“We only love our story as much as we love our protagonist.”
Our goal today was to talk about our protagonists and how to craft them in such a way that our audience loves them even more. Michael started out the class talking about the protagonist in the movie Captain Phillips, which we were to have read and watched as homework.
As we dissected the bones of this movie script, the half of the class that went to see the movie the previous weekend were bummed that some integral parts of the skeleton were missing, especially when it came to our beloved protagonist, Captain Phillps played by Tom Hanks.
Michael then went over how we as writers can make our protagonists lovable–how their actions show who they are, how they should have flaws because we are flawed people and can identify with them, and through well-written dialogue.

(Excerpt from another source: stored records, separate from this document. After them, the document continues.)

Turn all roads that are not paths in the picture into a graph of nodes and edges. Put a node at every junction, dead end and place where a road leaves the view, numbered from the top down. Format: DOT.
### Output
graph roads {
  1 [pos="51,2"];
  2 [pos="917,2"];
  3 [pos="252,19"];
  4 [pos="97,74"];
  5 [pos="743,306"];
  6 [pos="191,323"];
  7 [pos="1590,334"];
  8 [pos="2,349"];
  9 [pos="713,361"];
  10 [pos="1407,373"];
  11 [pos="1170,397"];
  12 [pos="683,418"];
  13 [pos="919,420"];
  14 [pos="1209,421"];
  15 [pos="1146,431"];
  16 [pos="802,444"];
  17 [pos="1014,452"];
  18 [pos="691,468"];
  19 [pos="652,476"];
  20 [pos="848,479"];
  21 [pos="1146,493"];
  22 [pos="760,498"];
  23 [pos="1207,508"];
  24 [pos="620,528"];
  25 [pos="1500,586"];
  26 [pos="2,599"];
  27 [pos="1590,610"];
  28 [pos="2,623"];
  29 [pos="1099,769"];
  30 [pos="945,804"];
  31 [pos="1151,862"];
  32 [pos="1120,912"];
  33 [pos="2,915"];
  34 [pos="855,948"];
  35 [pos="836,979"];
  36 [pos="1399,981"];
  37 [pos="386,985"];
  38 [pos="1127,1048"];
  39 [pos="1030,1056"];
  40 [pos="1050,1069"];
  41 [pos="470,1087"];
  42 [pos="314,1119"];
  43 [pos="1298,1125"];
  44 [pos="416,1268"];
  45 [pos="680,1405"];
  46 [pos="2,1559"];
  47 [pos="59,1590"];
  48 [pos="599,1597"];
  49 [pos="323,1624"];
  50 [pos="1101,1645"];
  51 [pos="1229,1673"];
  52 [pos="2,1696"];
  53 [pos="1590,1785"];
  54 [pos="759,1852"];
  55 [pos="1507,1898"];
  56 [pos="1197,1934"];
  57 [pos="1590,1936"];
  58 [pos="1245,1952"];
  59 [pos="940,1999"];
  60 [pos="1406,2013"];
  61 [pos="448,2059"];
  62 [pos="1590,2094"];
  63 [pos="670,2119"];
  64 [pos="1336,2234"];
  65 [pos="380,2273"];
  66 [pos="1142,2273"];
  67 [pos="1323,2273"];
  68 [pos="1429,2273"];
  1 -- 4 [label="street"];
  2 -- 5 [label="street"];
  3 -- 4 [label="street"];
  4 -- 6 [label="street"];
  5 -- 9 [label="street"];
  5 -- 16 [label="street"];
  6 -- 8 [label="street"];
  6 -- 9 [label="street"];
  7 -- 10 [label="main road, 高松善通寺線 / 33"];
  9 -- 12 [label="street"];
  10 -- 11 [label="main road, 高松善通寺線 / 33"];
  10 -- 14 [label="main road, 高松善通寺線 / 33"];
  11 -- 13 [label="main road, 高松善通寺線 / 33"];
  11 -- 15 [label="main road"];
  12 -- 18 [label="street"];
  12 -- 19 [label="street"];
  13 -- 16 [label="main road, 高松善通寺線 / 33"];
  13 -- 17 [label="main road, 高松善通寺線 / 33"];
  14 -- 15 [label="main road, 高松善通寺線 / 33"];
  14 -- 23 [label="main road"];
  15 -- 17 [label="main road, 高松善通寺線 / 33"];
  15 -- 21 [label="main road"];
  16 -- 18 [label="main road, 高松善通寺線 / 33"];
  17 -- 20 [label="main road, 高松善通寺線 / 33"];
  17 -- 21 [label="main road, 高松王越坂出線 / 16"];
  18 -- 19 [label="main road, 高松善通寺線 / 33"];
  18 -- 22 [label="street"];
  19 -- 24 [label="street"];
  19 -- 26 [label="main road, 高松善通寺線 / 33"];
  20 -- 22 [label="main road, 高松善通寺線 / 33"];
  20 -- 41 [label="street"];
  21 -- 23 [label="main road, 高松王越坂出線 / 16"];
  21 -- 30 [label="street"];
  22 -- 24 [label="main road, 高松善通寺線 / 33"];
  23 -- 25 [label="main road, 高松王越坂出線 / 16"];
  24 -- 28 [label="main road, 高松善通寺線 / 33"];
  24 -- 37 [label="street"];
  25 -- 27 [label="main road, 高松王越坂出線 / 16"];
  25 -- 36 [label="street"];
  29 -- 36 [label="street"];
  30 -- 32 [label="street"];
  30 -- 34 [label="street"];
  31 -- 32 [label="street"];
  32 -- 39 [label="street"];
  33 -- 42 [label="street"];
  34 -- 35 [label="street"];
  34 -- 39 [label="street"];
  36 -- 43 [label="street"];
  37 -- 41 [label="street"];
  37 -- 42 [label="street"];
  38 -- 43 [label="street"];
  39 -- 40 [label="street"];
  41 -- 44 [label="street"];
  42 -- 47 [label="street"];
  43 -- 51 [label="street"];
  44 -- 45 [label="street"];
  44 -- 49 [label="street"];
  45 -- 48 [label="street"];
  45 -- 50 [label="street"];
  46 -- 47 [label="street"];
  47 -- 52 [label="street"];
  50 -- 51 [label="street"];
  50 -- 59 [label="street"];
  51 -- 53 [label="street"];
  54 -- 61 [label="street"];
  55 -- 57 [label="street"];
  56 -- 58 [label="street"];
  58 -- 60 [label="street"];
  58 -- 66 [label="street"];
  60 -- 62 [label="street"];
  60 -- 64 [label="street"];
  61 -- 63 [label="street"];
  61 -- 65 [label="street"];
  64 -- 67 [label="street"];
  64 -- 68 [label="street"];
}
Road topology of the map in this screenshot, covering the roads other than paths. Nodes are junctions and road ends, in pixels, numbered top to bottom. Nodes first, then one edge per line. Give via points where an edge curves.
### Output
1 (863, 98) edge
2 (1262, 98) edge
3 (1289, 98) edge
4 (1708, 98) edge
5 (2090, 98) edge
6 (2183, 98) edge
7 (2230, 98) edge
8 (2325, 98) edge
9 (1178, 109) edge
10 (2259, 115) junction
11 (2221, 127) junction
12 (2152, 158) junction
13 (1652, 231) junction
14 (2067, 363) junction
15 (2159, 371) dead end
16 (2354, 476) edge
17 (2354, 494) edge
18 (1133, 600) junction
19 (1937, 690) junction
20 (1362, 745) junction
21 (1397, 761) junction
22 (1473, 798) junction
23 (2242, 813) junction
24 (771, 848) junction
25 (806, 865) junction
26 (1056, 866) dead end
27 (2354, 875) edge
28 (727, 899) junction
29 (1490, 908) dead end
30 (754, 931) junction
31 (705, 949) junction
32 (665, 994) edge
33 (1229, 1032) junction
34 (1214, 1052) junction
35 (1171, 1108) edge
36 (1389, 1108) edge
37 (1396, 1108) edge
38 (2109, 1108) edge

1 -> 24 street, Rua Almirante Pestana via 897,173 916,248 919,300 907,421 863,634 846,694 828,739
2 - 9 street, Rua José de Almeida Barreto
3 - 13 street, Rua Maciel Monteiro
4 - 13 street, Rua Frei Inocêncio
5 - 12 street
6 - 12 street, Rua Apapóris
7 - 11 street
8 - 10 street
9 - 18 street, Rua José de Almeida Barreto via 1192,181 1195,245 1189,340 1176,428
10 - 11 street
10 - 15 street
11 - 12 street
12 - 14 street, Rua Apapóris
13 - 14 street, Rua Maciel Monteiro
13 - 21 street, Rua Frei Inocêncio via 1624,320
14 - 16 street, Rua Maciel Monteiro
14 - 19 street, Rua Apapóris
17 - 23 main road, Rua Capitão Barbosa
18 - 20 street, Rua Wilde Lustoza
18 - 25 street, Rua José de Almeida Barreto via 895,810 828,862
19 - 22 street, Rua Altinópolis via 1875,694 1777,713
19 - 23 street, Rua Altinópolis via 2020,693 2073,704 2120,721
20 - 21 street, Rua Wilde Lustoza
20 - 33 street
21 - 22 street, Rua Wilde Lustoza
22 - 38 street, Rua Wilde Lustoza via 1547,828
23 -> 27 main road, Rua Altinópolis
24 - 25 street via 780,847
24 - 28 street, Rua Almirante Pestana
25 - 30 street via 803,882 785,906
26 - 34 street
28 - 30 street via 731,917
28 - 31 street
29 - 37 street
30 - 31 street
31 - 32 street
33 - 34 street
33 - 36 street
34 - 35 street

But the main thing that I took away from this class was this: Kick your protagonist while he’s down. And if he gets up, knock him down again.
Basically, my main character will be good at something. And as the screenwriter, I’m supposed to throw the opposite at them, to challenge them.
And how do I do that?
“The stronger your antagonist, the better the story.”
Aha! So through my bad guy I challenge my good guy.
We then discussed how we can make our antagonist powerful as possible, and how we saw that play out in Captain Phillips.
Ack! I realize that conflict and challenge and the protagonist getting knocked down is the key to a good story, but I hate conflict. I love my happy endings, but I am starting to realize that all my favorite happy-ending movies also have a lot of roadblocks in the way of my hero before he can get to his happy ending.
I guess I gotta get used to being mean to my good guy.